EXTRACTED ENTRIES:
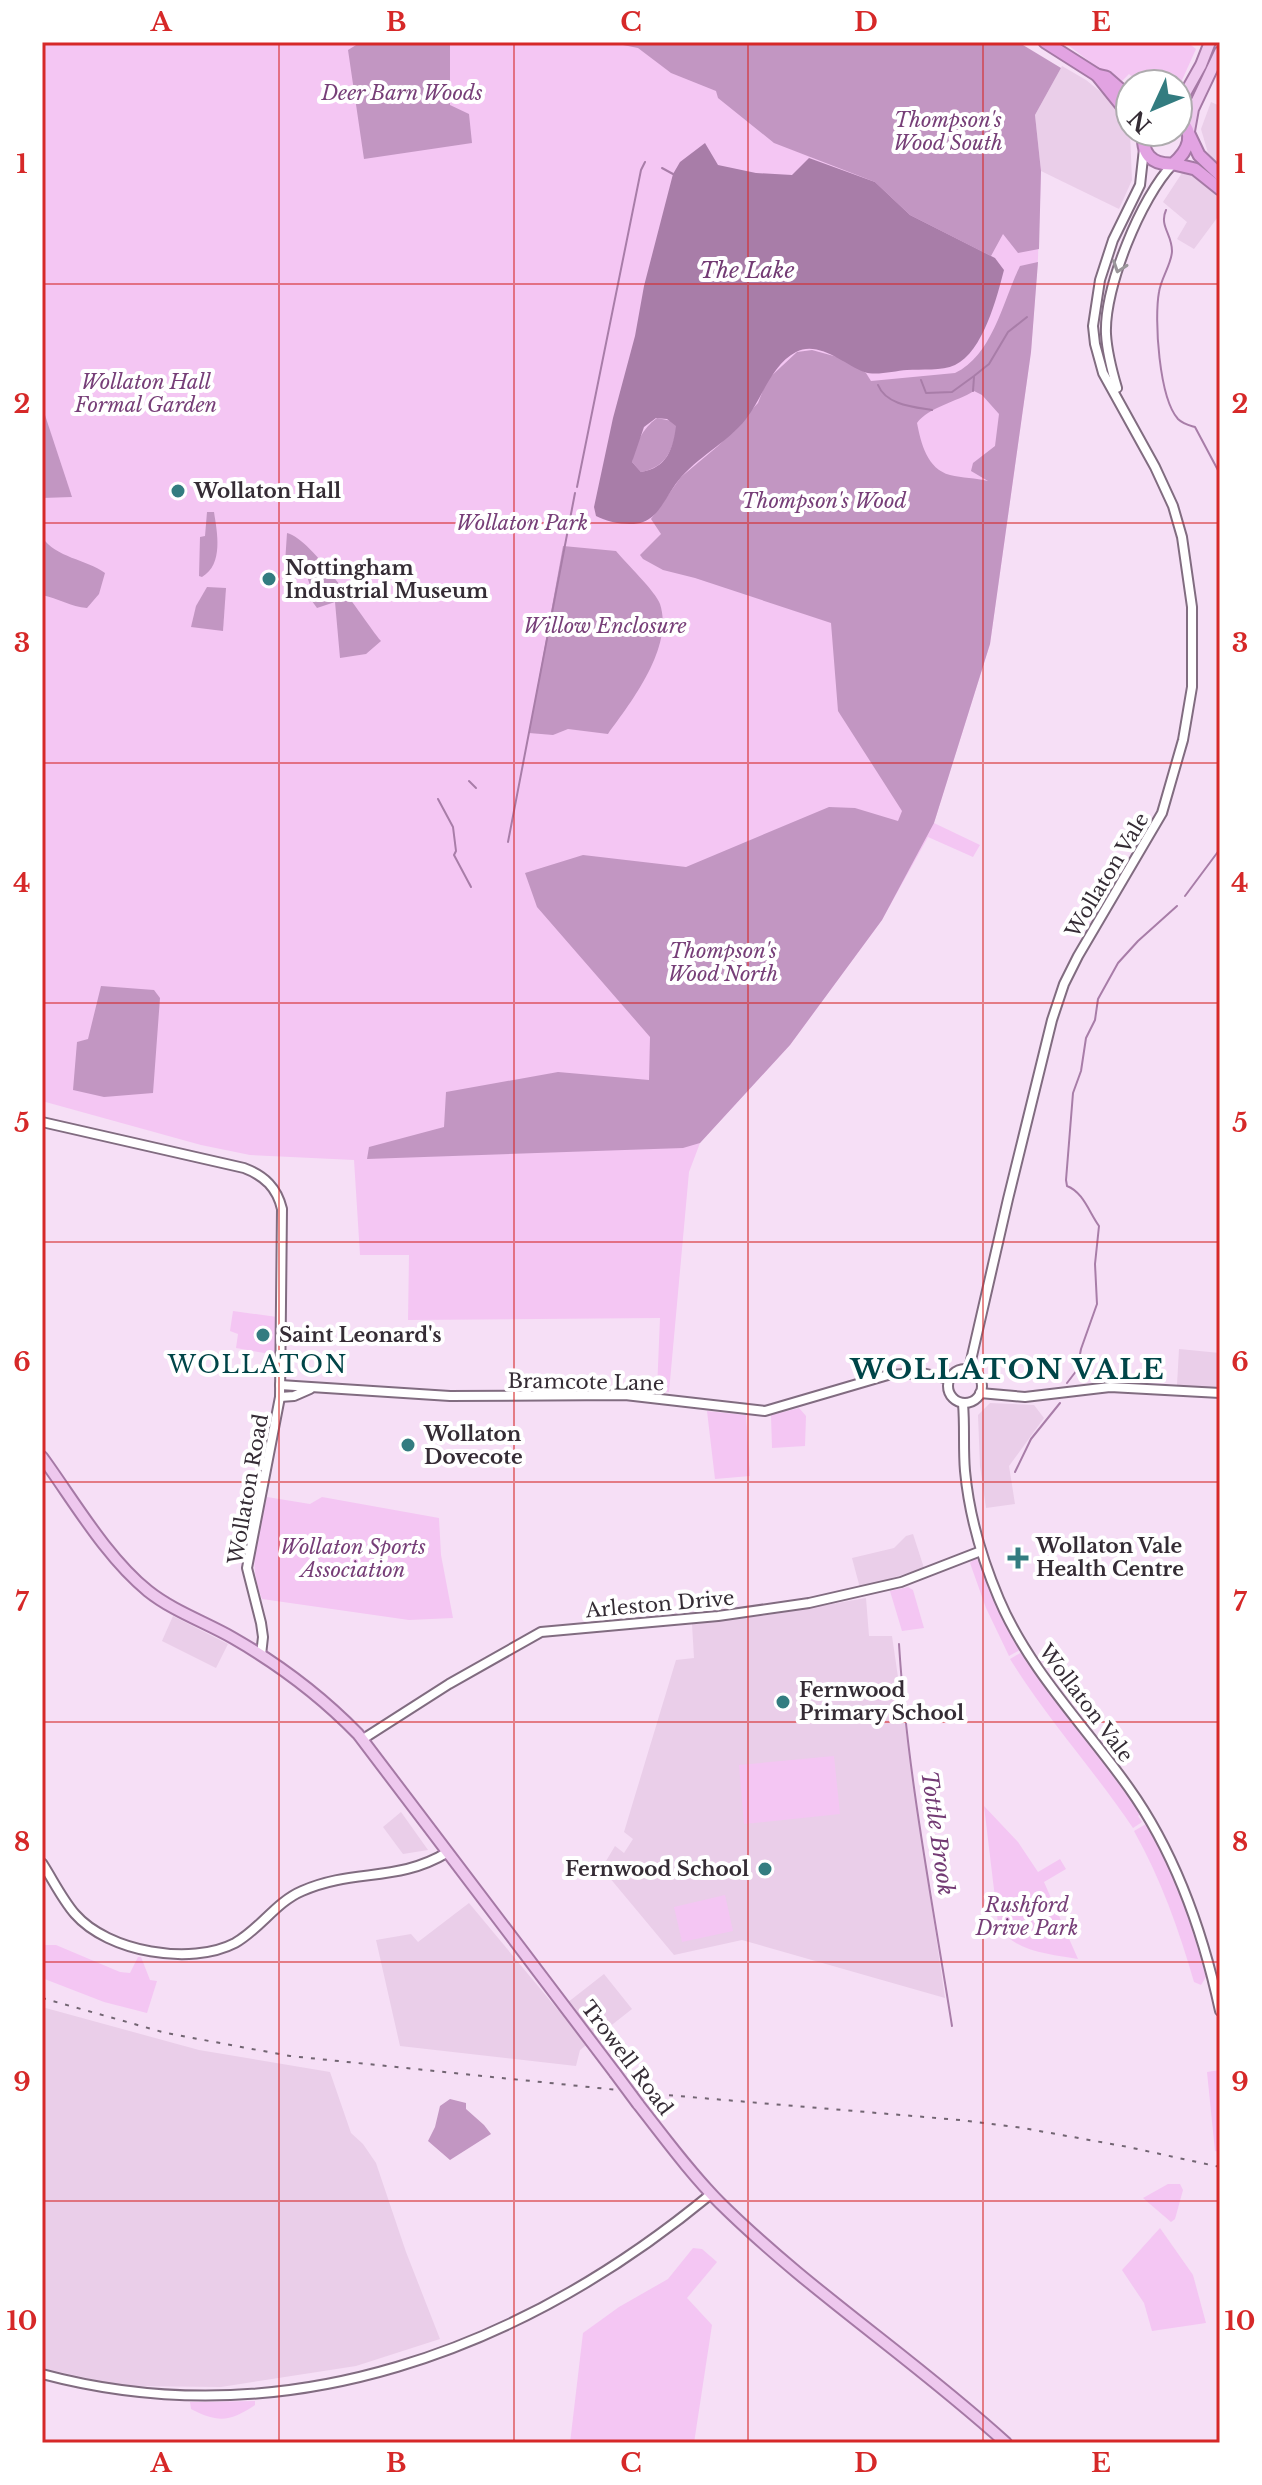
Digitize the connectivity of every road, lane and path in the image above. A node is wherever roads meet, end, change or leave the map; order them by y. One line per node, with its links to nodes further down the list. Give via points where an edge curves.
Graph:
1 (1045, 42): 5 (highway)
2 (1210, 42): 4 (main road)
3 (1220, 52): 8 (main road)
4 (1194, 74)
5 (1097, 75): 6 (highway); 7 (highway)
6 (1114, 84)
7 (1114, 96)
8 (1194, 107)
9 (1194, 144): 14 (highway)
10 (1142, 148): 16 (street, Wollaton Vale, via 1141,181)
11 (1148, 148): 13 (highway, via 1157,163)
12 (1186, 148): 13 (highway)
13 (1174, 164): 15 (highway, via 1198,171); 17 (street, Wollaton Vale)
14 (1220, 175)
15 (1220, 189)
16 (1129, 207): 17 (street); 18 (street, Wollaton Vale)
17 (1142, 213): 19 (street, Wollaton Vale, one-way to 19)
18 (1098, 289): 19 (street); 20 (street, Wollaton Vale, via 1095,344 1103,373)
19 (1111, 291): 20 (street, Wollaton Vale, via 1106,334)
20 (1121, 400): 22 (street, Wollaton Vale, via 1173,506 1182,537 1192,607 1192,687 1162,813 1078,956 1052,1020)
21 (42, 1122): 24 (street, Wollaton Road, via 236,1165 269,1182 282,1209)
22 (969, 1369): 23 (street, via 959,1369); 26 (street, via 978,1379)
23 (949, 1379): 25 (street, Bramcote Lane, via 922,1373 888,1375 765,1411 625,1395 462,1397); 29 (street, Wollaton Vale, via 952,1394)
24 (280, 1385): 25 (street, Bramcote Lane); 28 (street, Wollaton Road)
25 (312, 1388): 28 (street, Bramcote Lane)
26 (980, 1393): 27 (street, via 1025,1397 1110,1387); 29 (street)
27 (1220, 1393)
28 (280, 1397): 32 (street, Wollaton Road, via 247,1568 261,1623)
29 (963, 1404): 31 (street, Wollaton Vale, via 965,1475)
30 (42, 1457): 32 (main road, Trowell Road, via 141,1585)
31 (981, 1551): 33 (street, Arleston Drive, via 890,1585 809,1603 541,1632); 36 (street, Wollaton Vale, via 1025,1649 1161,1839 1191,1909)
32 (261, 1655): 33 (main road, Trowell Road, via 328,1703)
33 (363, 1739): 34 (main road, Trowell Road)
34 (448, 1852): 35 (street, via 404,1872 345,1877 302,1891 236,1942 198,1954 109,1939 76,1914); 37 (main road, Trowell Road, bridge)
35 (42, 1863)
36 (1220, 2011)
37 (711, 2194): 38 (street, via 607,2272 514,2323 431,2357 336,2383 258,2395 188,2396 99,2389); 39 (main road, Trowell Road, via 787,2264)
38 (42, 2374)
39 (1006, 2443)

DIRECTIONS: Would you write out all of the data exactly as it stands, without the pictures?

EXPECTED ANSWER:
Digitize the connectivity of every road, lane and path in the image above. A node is wherever roads meet, end, change or leave the map; order them by y. One line per node, with its links to nodes further down the list. Give via points where an edge curves.
Graph:
1 (1045, 42): 5 (highway)
2 (1210, 42): 4 (main road)
3 (1220, 52): 8 (main road)
4 (1194, 74)
5 (1097, 75): 6 (highway); 7 (highway)
6 (1114, 84)
7 (1114, 96)
8 (1194, 107)
9 (1194, 144): 14 (highway)
10 (1142, 148): 16 (street, Wollaton Vale, via 1141,181)
11 (1148, 148): 13 (highway, via 1157,163)
12 (1186, 148): 13 (highway)
13 (1174, 164): 15 (highway, via 1198,171); 17 (street, Wollaton Vale)
14 (1220, 175)
15 (1220, 189)
16 (1129, 207): 17 (street); 18 (street, Wollaton Vale)
17 (1142, 213): 19 (street, Wollaton Vale, one-way to 19)
18 (1098, 289): 19 (street); 20 (street, Wollaton Vale, via 1095,344 1103,373)
19 (1111, 291): 20 (street, Wollaton Vale, via 1106,334)
20 (1121, 400): 22 (street, Wollaton Vale, via 1173,506 1182,537 1192,607 1192,687 1162,813 1078,956 1052,1020)
21 (42, 1122): 24 (street, Wollaton Road, via 236,1165 269,1182 282,1209)
22 (969, 1369): 23 (street, via 959,1369); 26 (street, via 978,1379)
23 (949, 1379): 25 (street, Bramcote Lane, via 922,1373 888,1375 765,1411 625,1395 462,1397); 29 (street, Wollaton Vale, via 952,1394)
24 (280, 1385): 25 (street, Bramcote Lane); 28 (street, Wollaton Road)
25 (312, 1388): 28 (street, Bramcote Lane)
26 (980, 1393): 27 (street, via 1025,1397 1110,1387); 29 (street)
27 (1220, 1393)
28 (280, 1397): 32 (street, Wollaton Road, via 247,1568 261,1623)
29 (963, 1404): 31 (street, Wollaton Vale, via 965,1475)
30 (42, 1457): 32 (main road, Trowell Road, via 141,1585)
31 (981, 1551): 33 (street, Arleston Drive, via 890,1585 809,1603 541,1632); 36 (street, Wollaton Vale, via 1025,1649 1161,1839 1191,1909)
32 (261, 1655): 33 (main road, Trowell Road, via 328,1703)
33 (363, 1739): 34 (main road, Trowell Road)
34 (448, 1852): 35 (street, via 404,1872 345,1877 302,1891 236,1942 198,1954 109,1939 76,1914); 37 (main road, Trowell Road, bridge)
35 (42, 1863)
36 (1220, 2011)
37 (711, 2194): 38 (street, via 607,2272 514,2323 431,2357 336,2383 258,2395 188,2396 99,2389); 39 (main road, Trowell Road, via 787,2264)
38 (42, 2374)
39 (1006, 2443)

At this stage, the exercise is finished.